Valeska Grisebach 53:51
Okay, I have some, umm...
Haden Guest 53:53
Combine them into one answer. [LAUGHS]
Valeska Grisebach 53:59
This would be really talented if I…
Gerd Gemünden 54:02
Had there been more whipped cream, it would’ve been less mechanical.
Valeska Grisebach 54:08
Yeah, the whipped cream, I liked it a lot because, yeah, when these women come together and talk about their stories and experiences, and...yeah, I don't know, it was perfect that they had this whipped cream. And umm...
Haden Guest 54:29
It’s kind of like they’re breaking the rules. The sort of breaking the rules of what you would normally do maybe.
Valeska Grisebach 54:33
No, it's not normally. I think it's more not normally there to have this...I don’t know how you do in English.
Haden Guest 54:39
The whipped cream?
Valeska Grisebach 54:40
No, the [WISPY NOISE]
Haden Guest 54:41
Oh, the spray can.
Valeska Grisebach 43:42
Yeah, yeah.
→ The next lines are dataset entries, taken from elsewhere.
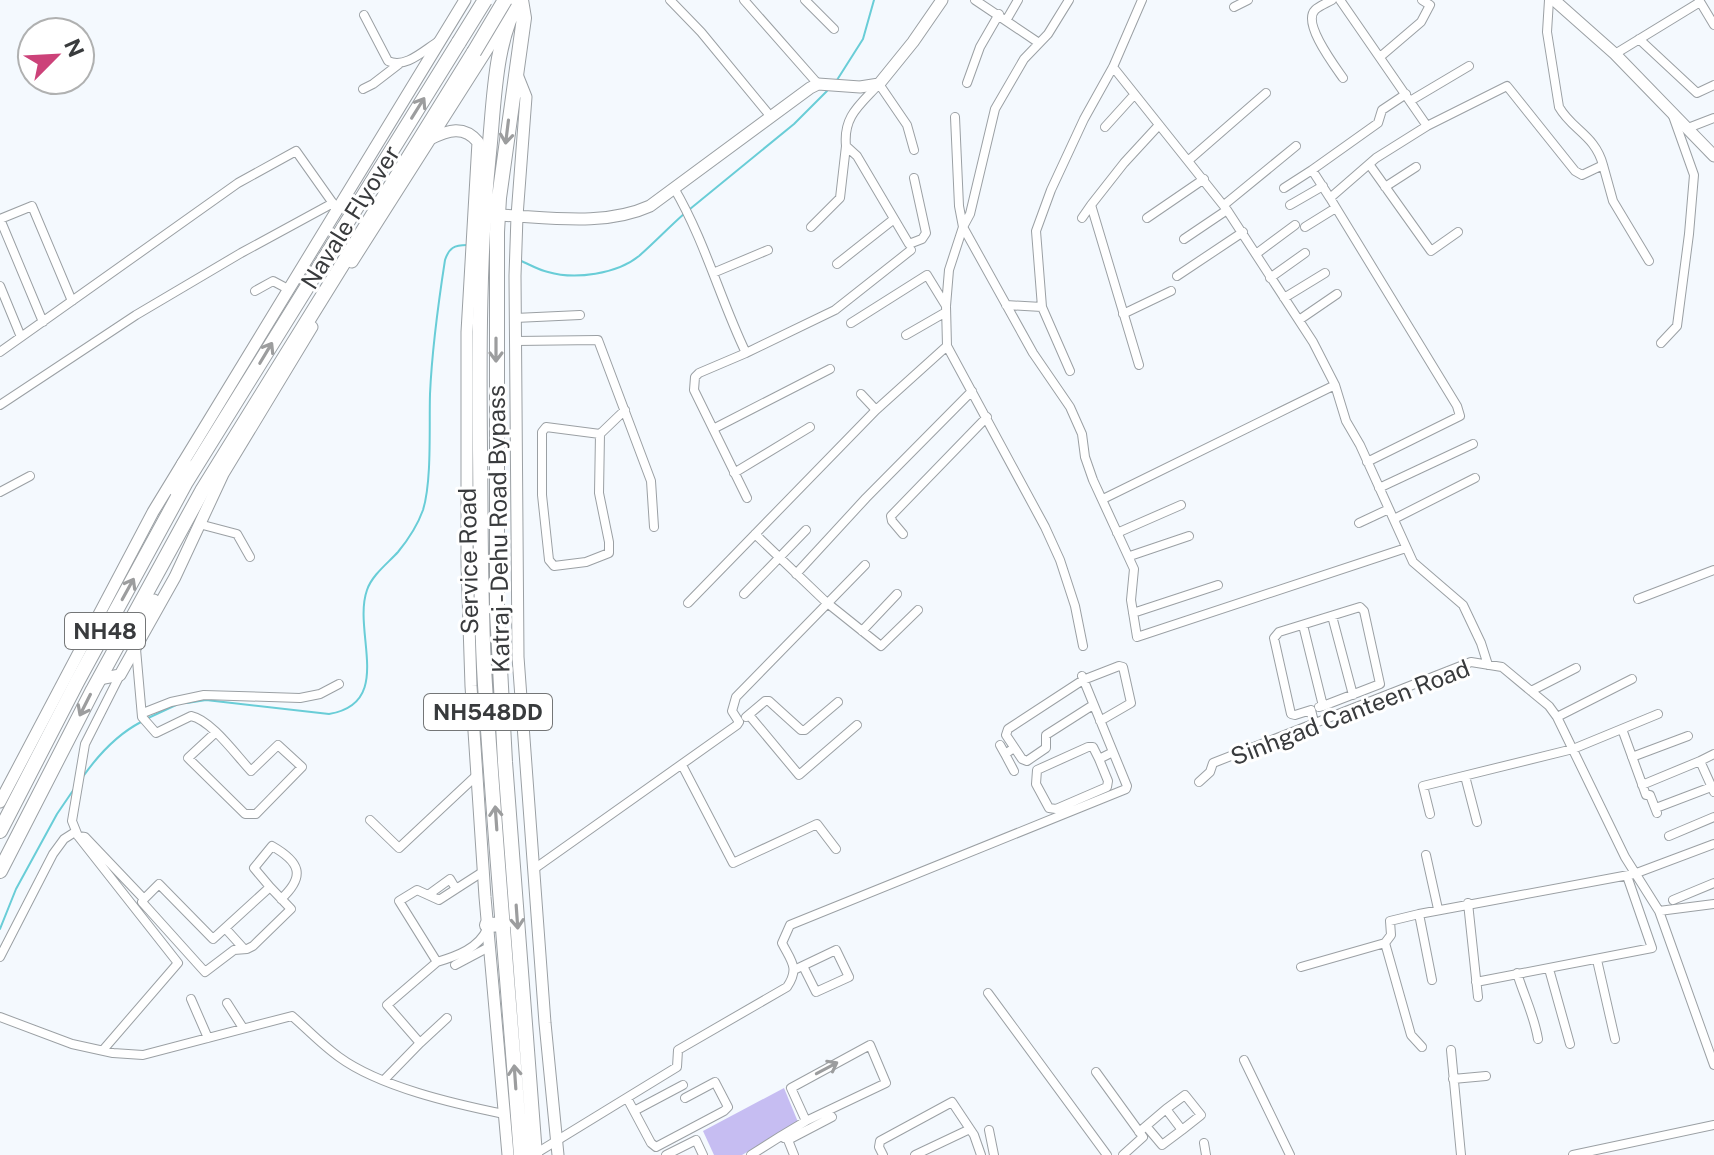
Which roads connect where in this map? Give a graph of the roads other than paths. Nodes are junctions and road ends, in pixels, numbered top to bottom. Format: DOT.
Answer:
graph roads {
  1 [pos="465,0"];
  2 [pos="485,0"];
  3 [pos="497,0"];
  4 [pos="670,0"];
  5 [pos="744,0"];
  6 [pos="805,0"];
  7 [pos="942,0"];
  8 [pos="975,0"];
  9 [pos="1018,0"];
  10 [pos="1069,0"];
  11 [pos="1142,0"];
  12 [pos="1248,0"];
  13 [pos="1332,0"];
  14 [pos="1340,0"];
  15 [pos="1422,0"];
  16 [pos="1552,0"];
  17 [pos="1699,1"];
  18 [pos="514,3"];
  19 [pos="1234,7"];
  20 [pos="364,15"];
  21 [pos="456,15"];
  22 [pos="1003,16"];
  23 [pos="1714,25"];
  24 [pos="834,29"];
  25 [pos="1639,39"];
  26 [pos="440,40"];
  27 [pos="493,41"];
  28 [pos="1039,43"];
  29 [pos="1615,54"];
  30 [pos="1380,57"];
  31 [pos="399,64"];
  32 [pos="1469,66"];
  33 [pos="1113,67"];
  34 [pos="516,71"];
  35 [pos="1343,78"];
  36 [pos="967,83"];
  37 [pos="821,84"];
  38 [pos="879,84"];
  39 [pos="1714,85"];
  40 [pos="363,89"];
  41 [pos="1266,93"];
  42 [pos="1134,95"];
  43 [pos="1408,97"];
  44 [pos="1672,112"];
  45 [pos="771,117"];
  46 [pos="955,117"];
  47 [pos="1714,118"];
  48 [pos="1159,125"];
  49 [pos="1427,126"];
  50 [pos="1105,127"];
  51 [pos="1688,128"];
  52 [pos="430,139"];
  53 [pos="846,146"];
  54 [pos="1296,146"];
  55 [pos="914,150"];
  56 [pos="1714,156"];
  57 [pos="1189,160"];
  58 [pos="1369,164"];
  59 [pos="1603,165"];
  60 [pos="1416,167"];
  61 [pos="1312,170"];
  62 [pos="914,178"];
  63 [pos="1204,179"];
  64 [pos="1323,186"];
  65 [pos="1385,187"];
  66 [pos="674,188"];
  67 [pos="1284,188"];
  68 [pos="1330,198"];
  69 [pos="1091,205"];
  70 [pos="1290,205"];
  71 [pos="335,206"];
  72 [pos="480,206"];
  73 [pos="1226,207"];
  74 [pos="1334,209"];
  75 [pos="498,215"];
  76 [pos="1082,218"];
  77 [pos="1147,218"];
  78 [pos="894,219"];
  79 [pos="517,221"];
  80 [pos="1295,225"];
  81 [pos="811,227"];
  82 [pos="963,227"];
  83 [pos="1305,227"];
  84 [pos="1243,232"];
  85 [pos="1458,232"];
  86 [pos="484,235"];
  87 [pos="1184,239"];
  88 [pos="768,250"];
  89 [pos="911,250"];
  90 [pos="1305,253"];
  91 [pos="1256,254"];
  92 [pos="1649,261"];
  93 [pos="837,264"];
  94 [pos="476,269"];
  95 [pos="713,273"];
  96 [pos="1325,273"];
  97 [pos="1177,276"];
  98 [pos="1270,278"];
  99 [pos="0,286"];
  100 [pos="288,289"];
  101 [pos="255,291"];
  102 [pos="1171,291"];
  103 [pos="1337,294"];
  104 [pos="1284,298"];
  105 [pos="72,301"];
  106 [pos="1006,305"];
  107 [pos="1042,307"];
  108 [pos="946,309"];
  109 [pos="1123,314"];
  110 [pos="580,315"];
  111 [pos="515,318"];
  112 [pos="1299,320"];
  113 [pos="43,322"];
  114 [pos="851,323"];
  115 [pos="906,335"];
  116 [pos="21,337"];
  117 [pos="516,341"];
  118 [pos="1661,343"];
  119 [pos="947,346"];
  120 [pos="0,352"];
  121 [pos="746,353"];
  122 [pos="1139,365"];
  123 [pos="830,369"];
  124 [pos="1070,371"];
  125 [pos="1335,385"];
  126 [pos="972,391"];
  127 [pos="861,394"];
  128 [pos="0,405"];
  129 [pos="625,410"];
  130 [pos="876,410"];
  131 [pos="987,417"];
  132 [pos="810,427"];
  133 [pos="713,429"];
  134 [pos="600,434"];
  135 [pos="1473,444"];
  136 [pos="1367,462"];
  137 [pos="184,464"];
  138 [pos="734,473"];
  139 [pos="30,476"];
  140 [pos="1475,478"];
  141 [pos="1379,488"];
  142 [pos="0,492"];
  143 [pos="747,498"];
  144 [pos="1103,499"];
  145 [pos="1181,505"];
  146 [pos="1389,509"];
  147 [pos="1394,519"];
  148 [pos="193,521"];
  149 [pos="1359,523"];
  150 [pos="654,527"];
  151 [pos="806,530"];
  152 [pos="1117,533"];
  153 [pos="755,534"];
  154 [pos="903,534"];
  155 [pos="1189,536"];
  156 [pos="1406,548"];
  157 [pos="1130,556"];
  158 [pos="250,557"];
  159 [pos="779,558"];
  160 [pos="141,565"];
  161 [pos="865,565"];
  162 [pos="1714,570"];
  163 [pos="796,574"];
  164 [pos="1218,585"];
  165 [pos="744,594"];
  166 [pos="897,594"];
  167 [pos="1638,599"];
  168 [pos="826,602"];
  169 [pos="688,603"];
  170 [pos="918,610"];
  171 [pos="1133,613"];
  172 [pos="1332,616"];
  173 [pos="1303,625"];
  174 [pos="862,631"];
  175 [pos="129,640"];
  176 [pos="1083,646"];
  177 [pos="1488,665"];
  178 [pos="1576,668"];
  179 [pos="120,675"];
  180 [pos="1082,678"];
  181 [pos="99,679"];
  182 [pos="1632,679"];
  183 [pos="339,684"];
  184 [pos="1531,691"];
  185 [pos="1353,695"];
  186 [pos="838,702"];
  187 [pos="1093,705"];
  188 [pos="1323,706"];
  189 [pos="1311,710"];
  190 [pos="1658,714"];
  191 [pos="142,715"];
  192 [pos="749,715"];
  193 [pos="1557,717"];
  194 [pos="1100,721"];
  195 [pos="739,722"];
  196 [pos="1314,722"];
  197 [pos="857,725"];
  198 [pos="1622,729"];
  199 [pos="215,733"];
  200 [pos="1688,736"];
  201 [pos="1000,745"];
  202 [pos="1014,748"];
  203 [pos="1573,749"];
  204 [pos="1113,752"];
  205 [pos="1005,754"];
  206 [pos="1714,754"];
  207 [pos="1632,757"];
  208 [pos="1099,759"];
  209 [pos="1700,761"];
  210 [pos="682,765"];
  211 [pos="1014,771"];
  212 [pos="477,775"];
  213 [pos="1465,776"];
  214 [pos="1199,782"];
  215 [pos="1642,785"];
  216 [pos="1713,788"];
  217 [pos="0,802"];
  218 [pos="1430,814"];
  219 [pos="1714,817"];
  220 [pos="370,820"];
  221 [pos="1477,822"];
  222 [pos="2,823"];
  223 [pos="76,834"];
  224 [pos="1669,836"];
  225 [pos="1714,844"];
  226 [pos="836,849"];
  227 [pos="1426,855"];
  228 [pos="534,869"];
  229 [pos="0,871"];
  230 [pos="484,871"];
  231 [pos="1630,875"];
  232 [pos="514,881"];
  233 [pos="1714,883"];
  234 [pos="270,887"];
  235 [pos="144,899"];
  236 [pos="281,899"];
  237 [pos="1673,900"];
  238 [pos="1468,903"];
  239 [pos="1714,904"];
  240 [pos="1438,909"];
  241 [pos="1659,911"];
  242 [pos="1419,914"];
  243 [pos="504,924"];
  244 [pos="488,927"];
  245 [pos="225,928"];
  246 [pos="1385,943"];
  247 [pos="489,947"];
  248 [pos="244,949"];
  249 [pos="0,957"];
  250 [pos="1597,960"];
  251 [pos="437,962"];
  252 [pos="455,965"];
  253 [pos="803,966"];
  254 [pos="1301,967"];
  255 [pos="1549,969"];
  256 [pos="794,970"];
  257 [pos="1517,973"];
  258 [pos="1432,980"];
  259 [pos="1476,982"];
  260 [pos="988,993"];
  261 [pos="1478,997"];
  262 [pos="191,999"];
  263 [pos="227,1003"];
  264 [pos="0,1017"];
  265 [pos="447,1018"];
  266 [pos="243,1028"];
  267 [pos="208,1038"];
  268 [pos="1538,1039"];
  269 [pos="1615,1039"];
  270 [pos="420,1043"];
  271 [pos="1570,1044"];
  272 [pos="1422,1047"];
  273 [pos="103,1050"];
  274 [pos="1451,1050"];
  275 [pos="1244,1060"];
  276 [pos="1714,1065"];
  277 [pos="1096,1072"];
  278 [pos="1486,1076"];
  279 [pos="1453,1079"];
  280 [pos="384,1080"];
  281 [pos="683,1085"];
  282 [pos="627,1098"];
  283 [pos="685,1098"];
  284 [pos="1166,1109"];
  285 [pos="634,1111"];
  286 [pos="504,1114"];
  287 [pos="832,1117"];
  288 [pos="806,1121"];
  289 [pos="1714,1125"];
  290 [pos="970,1129"];
  291 [pos="1142,1129"];
  292 [pos="989,1130"];
  293 [pos="1182,1130"];
  294 [pos="784,1138"];
  295 [pos="557,1142"];
  296 [pos="1204,1143"];
  297 [pos="508,1155"];
  298 [pos="530,1155"];
  299 [pos="558,1155"];
  300 [pos="666,1155"];
  301 [pos="703,1155"];
  302 [pos="751,1155"];
  303 [pos="794,1155"];
  304 [pos="883,1155"];
  305 [pos="915,1155"];
  306 [pos="981,1155"];
  307 [pos="994,1155"];
  308 [pos="1107,1155"];
  309 [pos="1123,1155"];
  310 [pos="1206,1155"];
  311 [pos="1290,1155"];
  312 [pos="1461,1155"];
  313 [pos="1573,1155"];
  1 -- 21 [label="street"];
  160 -- 2 [label="highway, Navale Flyover / NH48, one-way, bridge"];
  3 -- 18 [label="highway"];
  4 -- 45 [label="street"];
  5 -- 37 [label="street"];
  6 -- 24 [label="street"];
  7 -- 38 [label="street"];
  8 -- 22 [label="street"];
  9 -- 22 [label="street"];
  10 -- 28 [label="street"];
  11 -- 33 [label="street"];
  12 -- 19 [label="street"];
  13 -- 35 [label="street"];
  14 -- 30 [label="street"];
  15 -- 30 [label="street"];
  16 -- 29 [label="street"];
  16 -- 59 [label="street"];
  17 -- 23 [label="street"];
  17 -- 25 [label="street"];
  18 -- 27 [label="street"];
  18 -- 34 [label="highway, Katraj - Dehu Road Bypass / NH548DD"];
  18 -- 72 [label="highway, Katraj - Dehu Road Bypass / NH548DD"];
  18 -- 148 [label="highway, Navale Flyover / NH48, bridge"];
  20 -- 31 [label="street"];
  21 -- 26 [label="street"];
  21 -- 27 [label="street"];
  22 -- 28 [label="street"];
  22 -- 36 [label="street"];
  25 -- 29 [label="street"];
  25 -- 39 [label="street"];
  26 -- 31 [label="street"];
  26 -- 71 [label="street"];
  27 -- 52 [label="street"];
  28 -- 82 [label="street"];
  29 -- 44 [label="street"];
  30 -- 43 [label="street"];
  31 -- 40 [label="street"];
  32 -- 43 [label="street"];
  33 -- 42 [label="street"];
  33 -- 107 [label="street"];
  34 -- 75 [label="highway, Katraj - Dehu Road Bypass / NH548DD, one-way"];
  34 -- 79 [label="street"];
  37 -- 38 [label="street"];
  37 -- 45 [label="street"];
  38 -- 53 [label="street"];
  38 -- 55 [label="street"];
  41 -- 57 [label="street"];
  42 -- 48 [label="street"];
  42 -- 50 [label="street"];
  43 -- 49 [label="street"];
  43 -- 61 [label="street"];
  44 -- 51 [label="street"];
  44 -- 118 [label="street"];
  45 -- 66 [label="street"];
  46 -- 82 [label="street"];
  47 -- 51 [label="street"];
  48 -- 57 [label="street"];
  48 -- 69 [label="street"];
  49 -- 58 [label="street"];
  49 -- 59 [label="street"];
  51 -- 56 [label="street"];
  52 -- 72 [label="street"];
  52 -- 148 [label="street"];
  53 -- 78 [label="street"];
  53 -- 81 [label="street"];
  54 -- 73 [label="street"];
  57 -- 63 [label="street"];
  58 -- 65 [label="street"];
  58 -- 68 [label="street"];
  59 -- 92 [label="street"];
  60 -- 65 [label="street"];
  61 -- 64 [label="street"];
  61 -- 67 [label="street"];
  62 -- 78 [label="street"];
  63 -- 73 [label="street"];
  63 -- 77 [label="street"];
  64 -- 68 [label="street"];
  64 -- 70 [label="street"];
  65 -- 85 [label="street"];
  66 -- 79 [label="street"];
  66 -- 95 [label="street"];
  68 -- 74 [label="street"];
  69 -- 76 [label="street"];
  69 -- 109 [label="street"];
  71 -- 100 [label="street"];
  71 -- 105 [label="street"];
  71 -- 128 [label="street"];
  72 -- 86 [label="highway, Katraj - Dehu Road Bypass / NH548DD"];
  73 -- 84 [label="street"];
  73 -- 87 [label="street"];
  74 -- 83 [label="street"];
  74 -- 136 [label="street"];
  75 -- 79 [label="street"];
  75 -- 86 [label="highway, Katraj - Dehu Road Bypass / NH548DD"];
  78 -- 93 [label="street"];
  79 -- 111 [label="street"];
  80 -- 91 [label="street"];
  82 -- 106 [label="street"];
  82 -- 108 [label="street"];
  84 -- 91 [label="street"];
  84 -- 97 [label="street"];
  86 -- 94 [label="highway, Katraj - Dehu Road Bypass / NH548DD"];
  86 -- 232 [label="highway, Katraj - Dehu Road Bypass / NH548DD, one-way"];
  88 -- 95 [label="street"];
  89 -- 121 [label="street"];
  90 -- 98 [label="street"];
  91 -- 98 [label="street"];
  94 -- 212 [label="street, Service Road"];
  243 -- 94 [label="highway, Katraj - Dehu Road Bypass / NH548DD, one-way"];
  95 -- 121 [label="street"];
  96 -- 104 [label="street"];
  98 -- 104 [label="street"];
  99 -- 116 [label="street"];
  100 -- 101 [label="street"];
  100 -- 137 [label="street"];
  102 -- 109 [label="street"];
  103 -- 112 [label="street"];
  104 -- 112 [label="street"];
  105 -- 113 [label="street"];
  105 -- 113 [label="street"];
  106 -- 107 [label="street"];
  106 -- 144 [label="street"];
  107 -- 124 [label="street"];
  108 -- 114 [label="street"];
  108 -- 115 [label="street"];
  108 -- 119 [label="street"];
  109 -- 122 [label="street"];
  110 -- 111 [label="street"];
  111 -- 117 [label="street"];
  112 -- 125 [label="street"];
  113 -- 116 [label="street"];
  116 -- 120 [label="street"];
  117 -- 129 [label="street"];
  117 -- 228 [label="street"];
  119 -- 126 [label="street"];
  119 -- 130 [label="street"];
  121 -- 133 [label="street"];
  123 -- 133 [label="street"];
  125 -- 136 [label="street"];
  125 -- 144 [label="street"];
  126 -- 131 [label="street"];
  126 -- 163 [label="street"];
  127 -- 130 [label="street"];
  129 -- 134 [label="street"];
  129 -- 150 [label="street"];
  130 -- 153 [label="street"];
  131 -- 154 [label="street"];
  131 -- 176 [label="street"];
  132 -- 138 [label="street"];
  133 -- 138 [label="street"];
  134 -- 134 [label="street"];
  135 -- 141 [label="street"];
  136 -- 141 [label="street"];
  137 -- 160 [label="highway"];
  137 -- 217 [label="street"];
  138 -- 143 [label="street"];
  139 -- 142 [label="street"];
  140 -- 147 [label="street"];
  141 -- 146 [label="street"];
  144 -- 152 [label="street"];
  145 -- 152 [label="street"];
  146 -- 147 [label="street"];
  146 -- 149 [label="street"];
  147 -- 156 [label="street"];
  148 -- 158 [label="street"];
  148 -- 175 [label="highway, NH48"];
  148 -- 175 [label="street"];
  151 -- 159 [label="street"];
  152 -- 157 [label="street"];
  153 -- 159 [label="street"];
  153 -- 169 [label="street"];
  155 -- 157 [label="street"];
  156 -- 171 [label="street"];
  156 -- 177 [label="street"];
  157 -- 171 [label="street"];
  159 -- 163 [label="street"];
  159 -- 165 [label="street"];
  222 -- 160 [label="highway, NH48, one-way"];
  161 -- 168 [label="street"];
  162 -- 167 [label="street"];
  163 -- 168 [label="street"];
  164 -- 171 [label="street"];
  166 -- 174 [label="street"];
  168 -- 174 [label="street"];
  168 -- 195 [label="street"];
  170 -- 174 [label="street"];
  172 -- 173 [label="street"];
  172 -- 185 [label="street"];
  172 -- 185 [label="street"];
  173 -- 188 [label="street"];
  173 -- 189 [label="street"];
  175 -- 179 [label="street"];
  175 -- 181 [label="highway, NH48"];
  175 -- 191 [label="street"];
  177 -- 184 [label="street, Sinhgad Canteen Road"];
  177 -- 196 [label="street, Sinhgad Canteen Road"];
  178 -- 184 [label="street"];
  179 -- 181 [label="street"];
  179 -- 223 [label="street"];
  180 -- 187 [label="street"];
  180 -- 194 [label="street"];
  180 -- 202 [label="street"];
  181 -- 229 [label="highway, NH48, one-way"];
  182 -- 193 [label="street"];
  183 -- 191 [label="street"];
  184 -- 193 [label="street, Sinhgad Canteen Road"];
  185 -- 188 [label="street"];
  186 -- 192 [label="street"];
  187 -- 194 [label="street"];
  187 -- 202 [label="street"];
  188 -- 189 [label="street"];
  189 -- 196 [label="street"];
  190 -- 198 [label="street"];
  191 -- 199 [label="street"];
  192 -- 195 [label="street"];
  192 -- 197 [label="street"];
  193 -- 203 [label="street, Sinhgad Canteen Road"];
  194 -- 204 [label="street"];
  195 -- 210 [label="street"];
  196 -- 214 [label="street, Sinhgad Canteen Road"];
  198 -- 203 [label="street"];
  198 -- 207 [label="street"];
  199 -- 199 [label="street"];
  200 -- 207 [label="street"];
  201 -- 205 [label="street"];
  202 -- 205 [label="street"];
  203 -- 213 [label="street"];
  203 -- 231 [label="street, Sinhgad Canteen Road"];
  204 -- 208 [label="street"];
  204 -- 256 [label="street"];
  205 -- 211 [label="street"];
  206 -- 209 [label="street"];
  207 -- 215 [label="street"];
  208 -- 208 [label="street"];
  209 -- 215 [label="street"];
  209 -- 216 [label="street"];
  210 -- 226 [label="street"];
  210 -- 228 [label="street"];
  212 -- 220 [label="street"];
  212 -- 230 [label="street, Service Road"];
  213 -- 218 [label="street"];
  213 -- 221 [label="street"];
  215 -- 216 [label="street"];
  219 -- 224 [label="street"];
  223 -- 235 [label="street"];
  223 -- 249 [label="street"];
  223 -- 273 [label="street"];
  225 -- 231 [label="street"];
  227 -- 240 [label="street"];
  228 -- 232 [label="street"];
  228 -- 295 [label="street"];
  230 -- 244 [label="street, Service Road"];
  230 -- 251 [label="street"];
  231 -- 238 [label="street"];
  231 -- 241 [label="street"];
  231 -- 250 [label="street"];
  232 -- 298 [label="highway, Katraj - Dehu Road Bypass / NH548DD, one-way"];
  233 -- 237 [label="street"];
  234 -- 236 [label="street"];
  234 -- 236 [label="street"];
  234 -- 245 [label="street"];
  235 -- 245 [label="street"];
  235 -- 248 [label="street"];
  236 -- 248 [label="street"];
  238 -- 240 [label="street"];
  238 -- 259 [label="street"];
  239 -- 241 [label="street"];
  240 -- 242 [label="street"];
  241 -- 276 [label="street"];
  242 -- 246 [label="street"];
  242 -- 258 [label="street"];
  243 -- 244 [label="highway"];
  298 -- 243 [label="highway, Katraj - Dehu Road Bypass / NH548DD, one-way"];
  244 -- 247 [label="street, Service Road"];
  244 -- 251 [label="street"];
  245 -- 248 [label="street"];
  246 -- 254 [label="street"];
  246 -- 272 [label="street"];
  247 -- 252 [label="street"];
  247 -- 286 [label="street, Service Road"];
  250 -- 255 [label="street"];
  250 -- 269 [label="street"];
  251 -- 270 [label="street"];
  253 -- 253 [label="street"];
  253 -- 256 [label="street"];
  255 -- 257 [label="street"];
  255 -- 271 [label="street"];
  256 -- 282 [label="street"];
  257 -- 259 [label="street"];
  257 -- 268 [label="street"];
  259 -- 261 [label="street"];
  260 -- 308 [label="street"];
  262 -- 267 [label="street"];
  263 -- 266 [label="street"];
  264 -- 273 [label="street"];
  265 -- 270 [label="street"];
  266 -- 267 [label="street"];
  266 -- 280 [label="street"];
  267 -- 273 [label="street"];
  270 -- 280 [label="street"];
  274 -- 279 [label="street"];
  275 -- 311 [label="street"];
  277 -- 291 [label="street"];
  278 -- 279 [label="street"];
  279 -- 312 [label="street"];
  280 -- 286 [label="street"];
  281 -- 285 [label="street"];
  282 -- 285 [label="street"];
  282 -- 295 [label="street"];
  283 -- 285 [label="street"];
  284 -- 291 [label="street"];
  284 -- 293 [label="street"];
  284 -- 293 [label="street"];
  286 -- 297 [label="street, Service Road"];
  287 -- 294 [label="street"];
  288 -- 288 [label="street, one-way"];
  288 -- 294 [label="street"];
  289 -- 313 [label="street"];
  290 -- 304 [label="street"];
  290 -- 305 [label="street"];
  290 -- 306 [label="street"];
  291 -- 293 [label="street"];
  291 -- 309 [label="street"];
  292 -- 307 [label="street"];
  294 -- 302 [label="street"];
  294 -- 303 [label="street"];
  295 -- 298 [label="street"];
  295 -- 299 [label="street"];
  296 -- 310 [label="street"];
  300 -- 301 [label="street"];
}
So um...hmm? And, uh...
Haden Guest 54:48
And the whole question about the…whether the intercourse was meant to be mechanical.
Valeska Grisebach 54:54
It was for me not so mechan– I think it was not intended to be so mechanical. So it was, I think for me, it was still connected to the sexuality of the couple, which is changing. And I have an answer, which is not so qualified. I just thought because this was, for me, while we were shooting... because he was naked. And I was a little bit concerned afterwards. But I just remember the premiere of the film when he was surrounded by the women of the village, and they told him what nice...I don't know…
Haden Guest 55:35
Buttocks?
Valeska Grisebach 55:36
Buttocks, yes.
Haden Guest 55:37
[LAUGHTER]
Valeska Grisebach 55:38
He has got so many compliments! [LAUGHS]
Gerd Gemünden 55:43
For me, that lovemaking scene that Roy is alluding to actually does make sense the way it is because the first lovemaking scene that we see between Ella and Markus after his infidelity, he’s very reluctant, and she, you know, she draws him in, and he sort of tries to keep her at bay, and then the mechanical makes sense in that he's sort of now more...there's less desire and he's performing a duty, because she's insisting. And she also says, of course, “I desire you,” whereas Rose says, “I long for you”, so that there's very different shifts of, you know, passion there. And I think that's, for me, it made perfect sense that he's not quite with it, you know, emotionally.
[PAUSE]
But that's just how I read the scene.
Haden Guest 56:37
Well, I think if there are no other questions or comments, I think I’ll ask you to join me in thanking Valeska Grisebach and Gerd Gemünden. [APPLAUSE]
I'll ask you to come back tomorrow, where we'll be, we're going backwards in time where I will be going back and finally seeing the first film, Mein Stern, which is a really wonderful film. So thank you all.